INFORMATION GIVEN below:
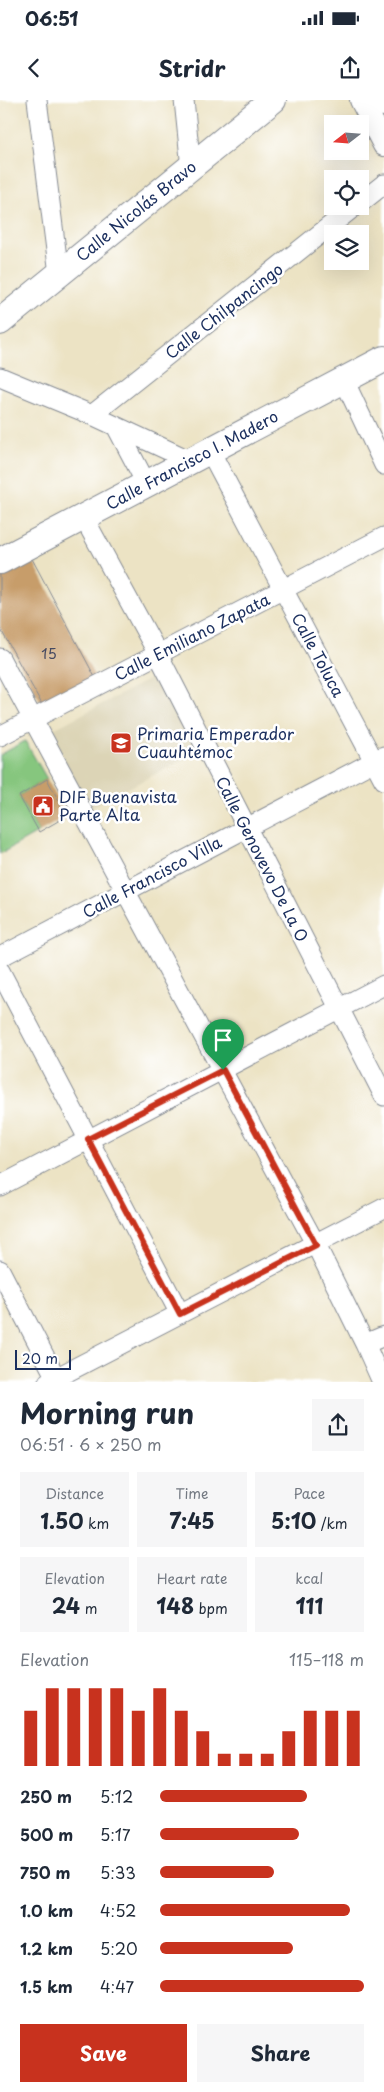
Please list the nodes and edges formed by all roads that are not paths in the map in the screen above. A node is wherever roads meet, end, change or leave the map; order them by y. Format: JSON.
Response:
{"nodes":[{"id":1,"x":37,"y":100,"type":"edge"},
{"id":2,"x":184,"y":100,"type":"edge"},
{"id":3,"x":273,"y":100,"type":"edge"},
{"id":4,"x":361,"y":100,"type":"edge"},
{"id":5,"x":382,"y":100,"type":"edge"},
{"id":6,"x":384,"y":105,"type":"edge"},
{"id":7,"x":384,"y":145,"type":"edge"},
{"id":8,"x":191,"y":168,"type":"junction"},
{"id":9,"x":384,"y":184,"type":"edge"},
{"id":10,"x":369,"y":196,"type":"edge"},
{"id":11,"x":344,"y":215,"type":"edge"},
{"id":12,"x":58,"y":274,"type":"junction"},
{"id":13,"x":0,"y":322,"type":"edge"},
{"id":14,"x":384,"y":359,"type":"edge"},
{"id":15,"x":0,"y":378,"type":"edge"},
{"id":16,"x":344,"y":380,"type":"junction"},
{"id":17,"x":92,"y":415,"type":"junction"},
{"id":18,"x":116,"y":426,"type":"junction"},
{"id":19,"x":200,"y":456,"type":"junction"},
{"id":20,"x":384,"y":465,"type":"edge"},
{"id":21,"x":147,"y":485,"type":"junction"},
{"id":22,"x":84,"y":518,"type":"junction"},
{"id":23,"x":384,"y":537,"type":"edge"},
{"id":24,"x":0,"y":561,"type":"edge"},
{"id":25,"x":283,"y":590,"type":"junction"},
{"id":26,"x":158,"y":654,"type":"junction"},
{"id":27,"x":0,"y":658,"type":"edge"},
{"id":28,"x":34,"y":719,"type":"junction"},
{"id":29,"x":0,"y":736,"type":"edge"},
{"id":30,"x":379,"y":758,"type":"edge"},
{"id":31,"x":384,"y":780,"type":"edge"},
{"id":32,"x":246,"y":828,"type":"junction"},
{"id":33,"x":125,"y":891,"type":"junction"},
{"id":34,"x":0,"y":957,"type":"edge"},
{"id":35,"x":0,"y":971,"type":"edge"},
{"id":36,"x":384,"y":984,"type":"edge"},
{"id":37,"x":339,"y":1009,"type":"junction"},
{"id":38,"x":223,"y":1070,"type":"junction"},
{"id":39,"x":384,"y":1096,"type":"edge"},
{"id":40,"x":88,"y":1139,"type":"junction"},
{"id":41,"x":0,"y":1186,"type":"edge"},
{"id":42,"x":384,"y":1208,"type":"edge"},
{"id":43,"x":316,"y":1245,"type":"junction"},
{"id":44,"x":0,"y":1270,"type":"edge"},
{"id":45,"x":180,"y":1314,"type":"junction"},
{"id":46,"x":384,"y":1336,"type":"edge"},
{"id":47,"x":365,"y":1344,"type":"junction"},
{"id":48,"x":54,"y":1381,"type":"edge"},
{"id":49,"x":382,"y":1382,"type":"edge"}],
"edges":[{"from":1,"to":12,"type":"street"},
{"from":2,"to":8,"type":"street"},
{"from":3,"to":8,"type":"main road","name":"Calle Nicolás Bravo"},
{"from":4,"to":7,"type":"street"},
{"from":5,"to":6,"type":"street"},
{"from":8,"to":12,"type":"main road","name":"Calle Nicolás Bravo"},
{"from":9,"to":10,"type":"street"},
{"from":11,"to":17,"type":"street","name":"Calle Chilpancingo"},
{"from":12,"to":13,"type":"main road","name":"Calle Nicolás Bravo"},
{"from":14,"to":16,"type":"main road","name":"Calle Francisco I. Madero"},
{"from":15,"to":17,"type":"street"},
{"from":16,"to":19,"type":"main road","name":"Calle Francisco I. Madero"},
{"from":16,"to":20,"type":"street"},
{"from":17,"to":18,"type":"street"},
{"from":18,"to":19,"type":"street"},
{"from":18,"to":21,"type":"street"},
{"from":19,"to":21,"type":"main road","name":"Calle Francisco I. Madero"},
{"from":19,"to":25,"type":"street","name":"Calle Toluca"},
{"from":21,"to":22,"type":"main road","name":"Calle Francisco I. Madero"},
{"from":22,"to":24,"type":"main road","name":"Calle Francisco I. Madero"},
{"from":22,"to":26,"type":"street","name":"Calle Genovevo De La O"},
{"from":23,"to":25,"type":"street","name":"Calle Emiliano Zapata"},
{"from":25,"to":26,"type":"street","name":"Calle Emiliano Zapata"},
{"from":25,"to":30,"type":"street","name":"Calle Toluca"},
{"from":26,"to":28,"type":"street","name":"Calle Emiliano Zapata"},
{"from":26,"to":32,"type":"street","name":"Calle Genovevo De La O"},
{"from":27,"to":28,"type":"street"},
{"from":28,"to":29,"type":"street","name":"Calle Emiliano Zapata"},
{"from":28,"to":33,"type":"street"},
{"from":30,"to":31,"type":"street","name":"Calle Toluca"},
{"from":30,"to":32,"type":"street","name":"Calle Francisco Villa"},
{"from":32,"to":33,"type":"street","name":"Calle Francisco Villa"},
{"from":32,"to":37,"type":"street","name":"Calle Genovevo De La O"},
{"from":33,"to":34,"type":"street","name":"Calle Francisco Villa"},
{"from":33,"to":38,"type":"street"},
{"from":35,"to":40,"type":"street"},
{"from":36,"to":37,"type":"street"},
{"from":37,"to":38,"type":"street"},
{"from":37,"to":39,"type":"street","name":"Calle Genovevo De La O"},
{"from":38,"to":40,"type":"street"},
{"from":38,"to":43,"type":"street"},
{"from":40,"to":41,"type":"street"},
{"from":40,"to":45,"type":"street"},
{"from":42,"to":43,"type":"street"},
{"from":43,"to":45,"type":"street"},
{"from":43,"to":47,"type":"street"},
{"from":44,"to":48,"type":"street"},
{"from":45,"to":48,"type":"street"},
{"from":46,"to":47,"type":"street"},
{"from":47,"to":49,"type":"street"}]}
End of INFORMATION GIVEN.
INFORMATION GIVEN below:
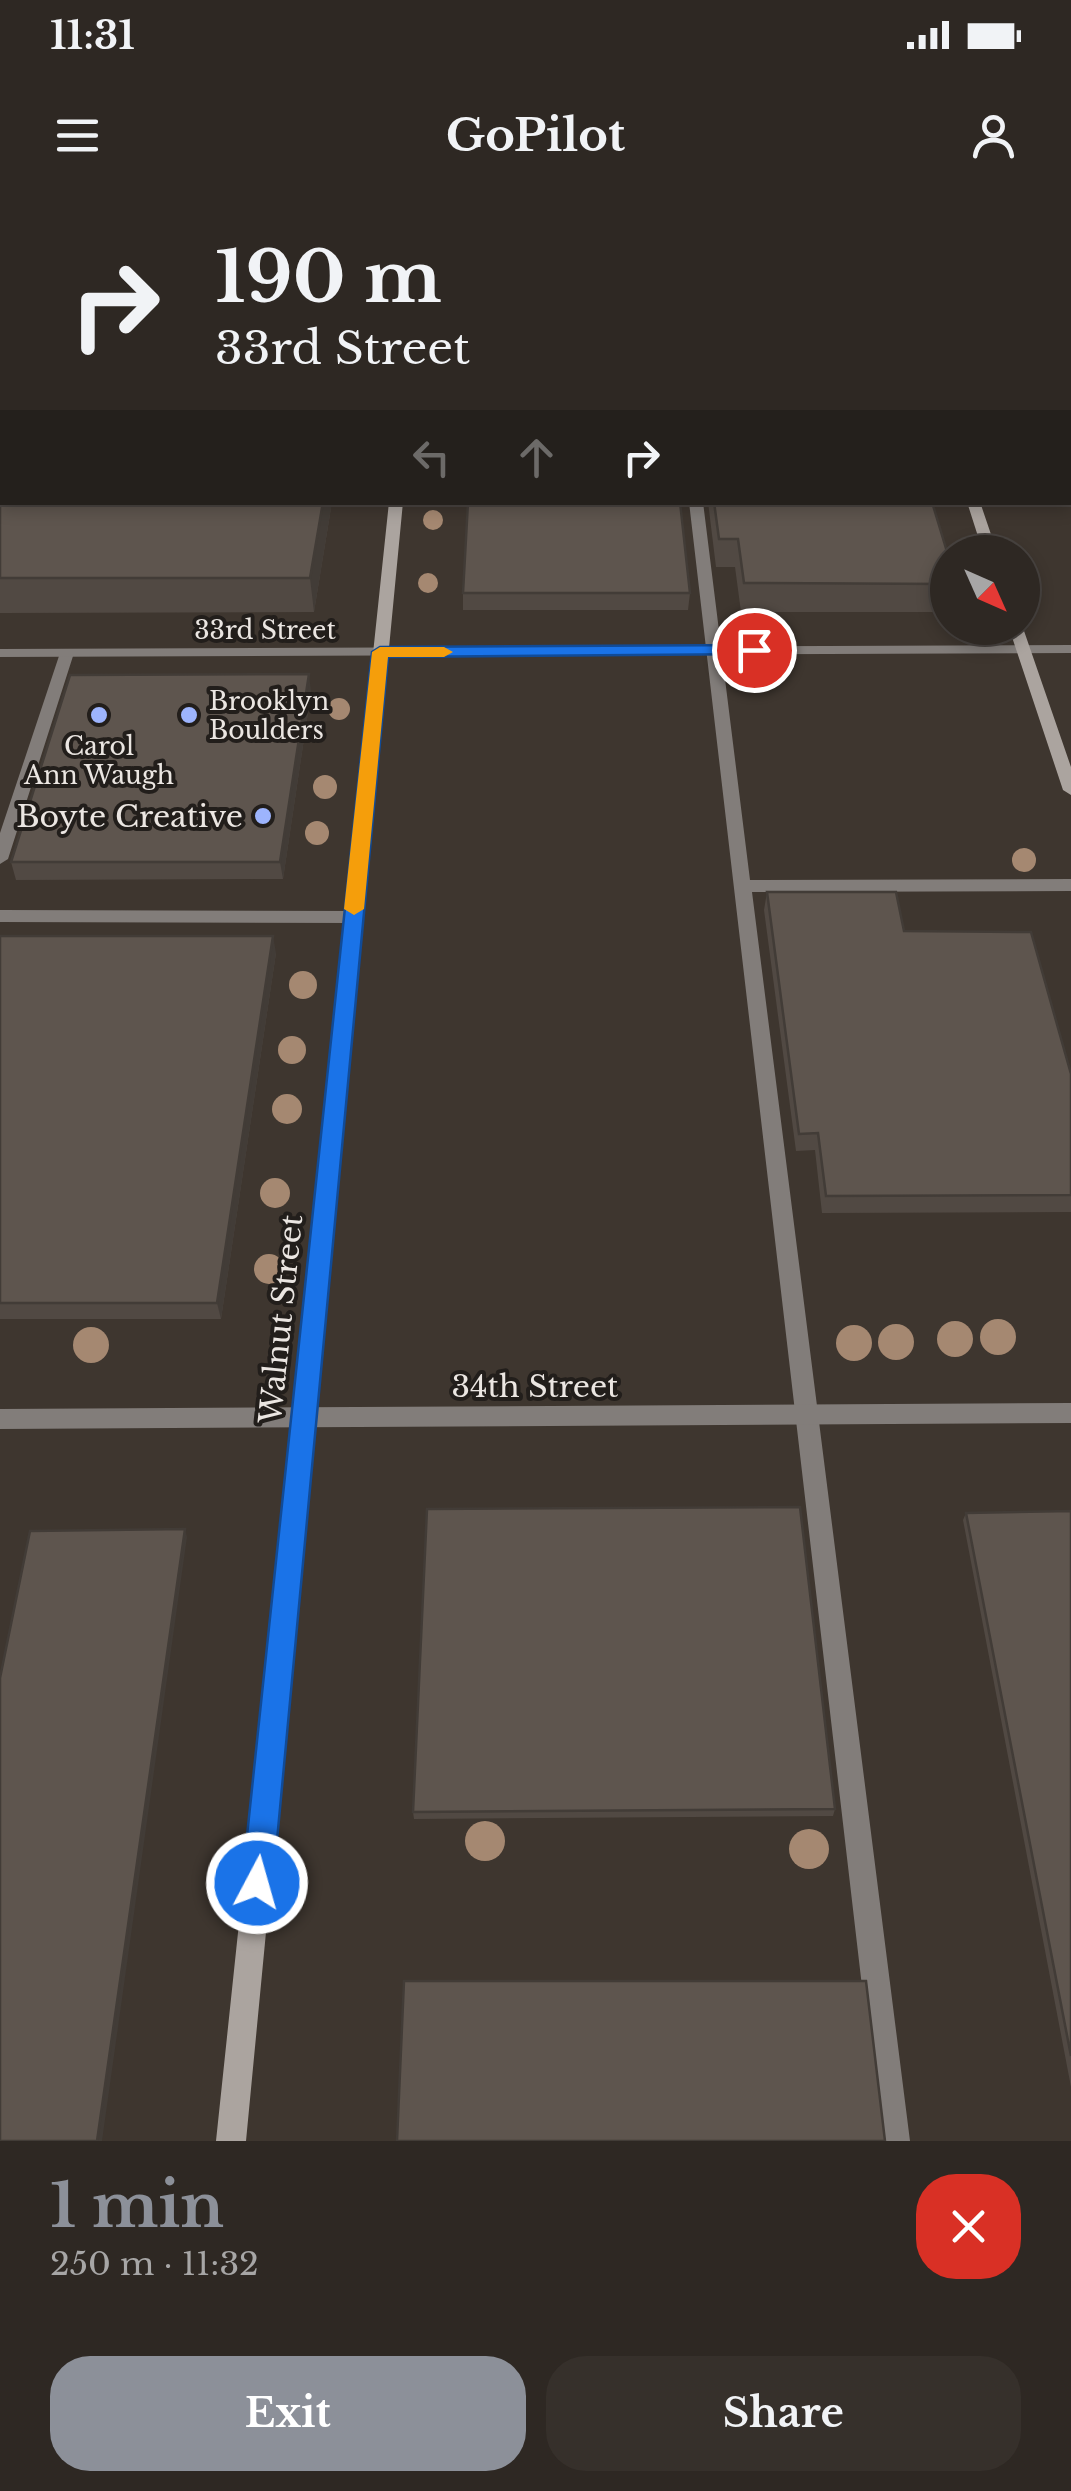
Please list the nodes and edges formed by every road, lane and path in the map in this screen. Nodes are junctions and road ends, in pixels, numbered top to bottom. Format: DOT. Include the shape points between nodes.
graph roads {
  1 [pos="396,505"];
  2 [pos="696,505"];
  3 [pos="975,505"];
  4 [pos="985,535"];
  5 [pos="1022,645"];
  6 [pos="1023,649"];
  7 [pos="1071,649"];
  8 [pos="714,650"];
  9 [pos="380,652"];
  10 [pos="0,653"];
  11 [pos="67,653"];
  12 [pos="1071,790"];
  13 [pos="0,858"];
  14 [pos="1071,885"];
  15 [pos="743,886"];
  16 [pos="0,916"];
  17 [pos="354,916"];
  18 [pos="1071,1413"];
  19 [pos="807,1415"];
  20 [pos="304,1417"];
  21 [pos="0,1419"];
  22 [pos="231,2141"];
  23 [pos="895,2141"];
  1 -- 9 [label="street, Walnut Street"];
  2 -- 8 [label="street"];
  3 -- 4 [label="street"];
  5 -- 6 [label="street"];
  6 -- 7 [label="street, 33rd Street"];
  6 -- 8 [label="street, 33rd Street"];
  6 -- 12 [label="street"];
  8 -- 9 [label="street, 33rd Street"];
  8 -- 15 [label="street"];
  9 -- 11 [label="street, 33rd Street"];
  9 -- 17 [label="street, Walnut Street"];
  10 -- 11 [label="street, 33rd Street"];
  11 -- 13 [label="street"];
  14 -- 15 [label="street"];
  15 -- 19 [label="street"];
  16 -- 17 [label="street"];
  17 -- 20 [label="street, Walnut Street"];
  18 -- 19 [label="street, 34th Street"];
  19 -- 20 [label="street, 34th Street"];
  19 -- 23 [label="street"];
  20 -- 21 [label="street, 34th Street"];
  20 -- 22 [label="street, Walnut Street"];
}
End of INFORMATION GIVEN.
Copy all the lines above that hold the string "Emiliano".

RESULT BELOW:
{"from":23,"to":25,"type":"street","name":"Calle Emiliano Zapata"},
{"from":25,"to":26,"type":"street","name":"Calle Emiliano Zapata"},
{"from":26,"to":28,"type":"street","name":"Calle Emiliano Zapata"},
{"from":28,"to":29,"type":"street","name":"Calle Emiliano Zapata"},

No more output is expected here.